What I'm thinking is, how will some health groups react? Adverse affects on health by wireless, especially in such large roll-out, are still not entirely proven harmless. No, I am not worried about health effects before all the flames come in, but there are some people/groups that tend to pay attention to this.
...security with something like this. Would you have to log in (even if it's free) so they can track you? I mean, if you go, open your laptop, get an IP and do evil things, how would they ever track your actions back to you? With your wired ISP account, there's at least SOME way to do that isn't there?
This is back of the envelope:
Let's say one guy can read 6 meters per hour (intentionally low)

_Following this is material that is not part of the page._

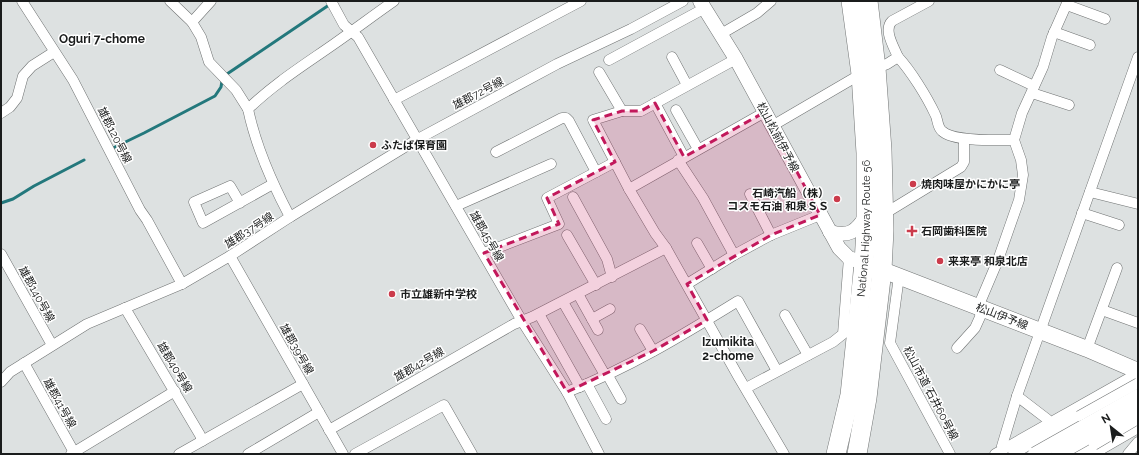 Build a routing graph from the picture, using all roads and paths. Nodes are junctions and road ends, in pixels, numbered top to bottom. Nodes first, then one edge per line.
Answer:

In a full day's work, he can read 48 meters.
He works 5 days/week, 4 weeks/month, so that's 960 meters per month.
We'll say he gets paid $15 (intentionally high)per hour.
That's $2400 for reading 960 meters, or $2.50 per meter.
In order for the wireless self-reporting meters to save the city money, they need to have a monthly cost (including the amortized costs of purchase and installation) of less than $2.50--and even less if the meter-reader can check more than 6 meters in an hour or gets paid less than $15/hour. I really don't see how you'd get millions in savings from this. Furthermore, you still need someone to go out and check on the wireless meters that don't report in (for example, because the owner unplugged it). For the time being, I think some jobs are still best left to people.
(There are still probably lots of opportunities for savings and improvement, such as the traffic examples you cited. I just took issue with the wireless meter-reading part.)